What this task involves -> Below are the records. State how many of their lines contain "that", with nothing else.

Records excerpted from a collection ->
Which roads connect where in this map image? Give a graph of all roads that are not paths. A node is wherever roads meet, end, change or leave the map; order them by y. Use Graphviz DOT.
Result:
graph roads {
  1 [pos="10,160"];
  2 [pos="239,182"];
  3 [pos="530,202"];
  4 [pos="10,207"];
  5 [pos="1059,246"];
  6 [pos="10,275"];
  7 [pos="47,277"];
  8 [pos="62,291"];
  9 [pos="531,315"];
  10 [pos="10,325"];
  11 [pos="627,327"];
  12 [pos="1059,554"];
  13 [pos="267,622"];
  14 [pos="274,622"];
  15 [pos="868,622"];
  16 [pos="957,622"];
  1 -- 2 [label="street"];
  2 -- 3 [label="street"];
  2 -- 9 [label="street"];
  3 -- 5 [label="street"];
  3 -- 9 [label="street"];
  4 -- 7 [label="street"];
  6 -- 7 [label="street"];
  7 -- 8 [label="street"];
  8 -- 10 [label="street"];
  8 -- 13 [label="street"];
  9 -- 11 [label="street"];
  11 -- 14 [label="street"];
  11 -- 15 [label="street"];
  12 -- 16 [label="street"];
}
...
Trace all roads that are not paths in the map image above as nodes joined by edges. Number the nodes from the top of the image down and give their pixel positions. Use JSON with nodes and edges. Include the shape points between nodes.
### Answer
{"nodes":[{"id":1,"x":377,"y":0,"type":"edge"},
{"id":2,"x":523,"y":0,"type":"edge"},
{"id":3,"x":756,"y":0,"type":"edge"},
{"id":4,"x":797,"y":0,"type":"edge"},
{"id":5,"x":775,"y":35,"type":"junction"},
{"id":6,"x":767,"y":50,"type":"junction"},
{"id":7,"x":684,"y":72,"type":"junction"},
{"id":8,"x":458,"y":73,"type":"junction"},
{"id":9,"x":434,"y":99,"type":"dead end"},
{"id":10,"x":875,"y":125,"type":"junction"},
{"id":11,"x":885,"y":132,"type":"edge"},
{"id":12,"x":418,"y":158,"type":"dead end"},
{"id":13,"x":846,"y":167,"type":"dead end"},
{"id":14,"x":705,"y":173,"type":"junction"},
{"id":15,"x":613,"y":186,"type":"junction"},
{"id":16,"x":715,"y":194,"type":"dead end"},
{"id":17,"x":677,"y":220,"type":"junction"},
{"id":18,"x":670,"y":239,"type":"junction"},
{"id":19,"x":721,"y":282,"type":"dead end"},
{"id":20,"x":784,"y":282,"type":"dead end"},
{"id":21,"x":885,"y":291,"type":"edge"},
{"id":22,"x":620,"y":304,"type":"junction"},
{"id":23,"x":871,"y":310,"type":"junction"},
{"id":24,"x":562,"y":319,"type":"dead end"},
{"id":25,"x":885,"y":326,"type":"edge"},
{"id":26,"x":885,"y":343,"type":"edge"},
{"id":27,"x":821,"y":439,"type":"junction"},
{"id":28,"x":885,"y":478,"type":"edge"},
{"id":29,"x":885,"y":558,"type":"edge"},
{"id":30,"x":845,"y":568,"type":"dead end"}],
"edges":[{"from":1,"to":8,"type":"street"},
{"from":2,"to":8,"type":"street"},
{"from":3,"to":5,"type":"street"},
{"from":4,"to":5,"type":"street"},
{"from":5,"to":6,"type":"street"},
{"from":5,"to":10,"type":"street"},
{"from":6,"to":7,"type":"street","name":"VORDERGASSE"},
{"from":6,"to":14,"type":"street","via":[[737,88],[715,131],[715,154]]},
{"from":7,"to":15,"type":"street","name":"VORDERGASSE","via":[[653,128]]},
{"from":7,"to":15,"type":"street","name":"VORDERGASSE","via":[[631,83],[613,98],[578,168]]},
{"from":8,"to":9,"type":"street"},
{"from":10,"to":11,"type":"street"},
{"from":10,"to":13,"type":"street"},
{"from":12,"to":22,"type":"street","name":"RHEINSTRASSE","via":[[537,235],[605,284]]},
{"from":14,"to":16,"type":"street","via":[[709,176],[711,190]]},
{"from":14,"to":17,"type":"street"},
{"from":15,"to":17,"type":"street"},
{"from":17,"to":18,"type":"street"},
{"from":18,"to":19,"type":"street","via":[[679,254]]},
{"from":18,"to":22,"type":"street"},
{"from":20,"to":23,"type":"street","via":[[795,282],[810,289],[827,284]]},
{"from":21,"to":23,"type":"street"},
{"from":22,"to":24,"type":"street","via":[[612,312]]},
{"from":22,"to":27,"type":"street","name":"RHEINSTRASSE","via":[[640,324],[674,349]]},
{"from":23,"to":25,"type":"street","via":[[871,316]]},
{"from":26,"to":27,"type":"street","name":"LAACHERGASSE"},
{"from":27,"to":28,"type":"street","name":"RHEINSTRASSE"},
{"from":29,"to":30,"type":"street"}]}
* * *
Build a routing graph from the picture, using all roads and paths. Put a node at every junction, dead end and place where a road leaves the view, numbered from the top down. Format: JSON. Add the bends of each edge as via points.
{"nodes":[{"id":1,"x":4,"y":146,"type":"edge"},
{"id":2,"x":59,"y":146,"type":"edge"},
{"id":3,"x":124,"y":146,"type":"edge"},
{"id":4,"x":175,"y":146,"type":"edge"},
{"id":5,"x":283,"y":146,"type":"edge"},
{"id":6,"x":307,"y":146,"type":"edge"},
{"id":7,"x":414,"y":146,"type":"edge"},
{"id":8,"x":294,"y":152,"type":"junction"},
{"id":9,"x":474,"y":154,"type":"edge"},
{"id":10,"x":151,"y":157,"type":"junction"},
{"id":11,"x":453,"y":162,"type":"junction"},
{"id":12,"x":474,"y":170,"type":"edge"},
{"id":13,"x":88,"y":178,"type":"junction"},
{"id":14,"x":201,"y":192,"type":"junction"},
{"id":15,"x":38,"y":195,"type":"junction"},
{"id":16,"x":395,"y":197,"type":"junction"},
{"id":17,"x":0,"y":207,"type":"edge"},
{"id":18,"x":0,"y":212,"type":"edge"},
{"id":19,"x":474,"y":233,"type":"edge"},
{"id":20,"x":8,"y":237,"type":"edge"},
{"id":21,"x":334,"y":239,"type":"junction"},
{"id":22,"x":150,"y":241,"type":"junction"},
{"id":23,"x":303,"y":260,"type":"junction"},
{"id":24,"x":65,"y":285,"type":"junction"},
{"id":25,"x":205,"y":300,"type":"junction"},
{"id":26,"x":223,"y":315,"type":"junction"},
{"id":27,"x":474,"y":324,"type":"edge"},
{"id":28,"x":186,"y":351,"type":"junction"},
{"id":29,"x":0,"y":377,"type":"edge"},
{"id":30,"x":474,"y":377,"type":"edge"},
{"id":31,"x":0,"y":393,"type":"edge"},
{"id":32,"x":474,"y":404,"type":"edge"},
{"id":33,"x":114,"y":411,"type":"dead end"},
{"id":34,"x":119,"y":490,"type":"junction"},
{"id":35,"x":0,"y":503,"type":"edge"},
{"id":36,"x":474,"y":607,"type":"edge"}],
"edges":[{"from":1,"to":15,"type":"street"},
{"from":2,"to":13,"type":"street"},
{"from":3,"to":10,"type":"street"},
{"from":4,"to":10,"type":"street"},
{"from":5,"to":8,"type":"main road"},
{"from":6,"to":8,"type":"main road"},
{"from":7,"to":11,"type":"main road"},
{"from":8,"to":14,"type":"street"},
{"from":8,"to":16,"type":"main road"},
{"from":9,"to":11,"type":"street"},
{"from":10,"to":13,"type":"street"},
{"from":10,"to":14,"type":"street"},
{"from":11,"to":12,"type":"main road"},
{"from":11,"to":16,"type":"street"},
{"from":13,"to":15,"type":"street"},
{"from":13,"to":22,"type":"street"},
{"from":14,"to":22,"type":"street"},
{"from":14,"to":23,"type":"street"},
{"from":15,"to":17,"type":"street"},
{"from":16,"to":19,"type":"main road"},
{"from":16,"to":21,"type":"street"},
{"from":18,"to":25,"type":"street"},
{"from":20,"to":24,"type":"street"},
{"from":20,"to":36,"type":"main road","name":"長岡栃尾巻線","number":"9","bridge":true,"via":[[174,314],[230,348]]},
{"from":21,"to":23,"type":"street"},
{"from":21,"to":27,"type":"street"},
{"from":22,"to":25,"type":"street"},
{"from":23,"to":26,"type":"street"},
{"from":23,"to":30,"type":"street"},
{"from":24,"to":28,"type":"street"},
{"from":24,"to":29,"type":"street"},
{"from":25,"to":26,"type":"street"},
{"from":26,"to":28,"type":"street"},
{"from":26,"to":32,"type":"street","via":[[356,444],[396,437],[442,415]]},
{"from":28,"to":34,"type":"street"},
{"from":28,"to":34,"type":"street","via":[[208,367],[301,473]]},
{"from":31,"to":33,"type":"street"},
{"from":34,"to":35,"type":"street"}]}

Problem solution -> 2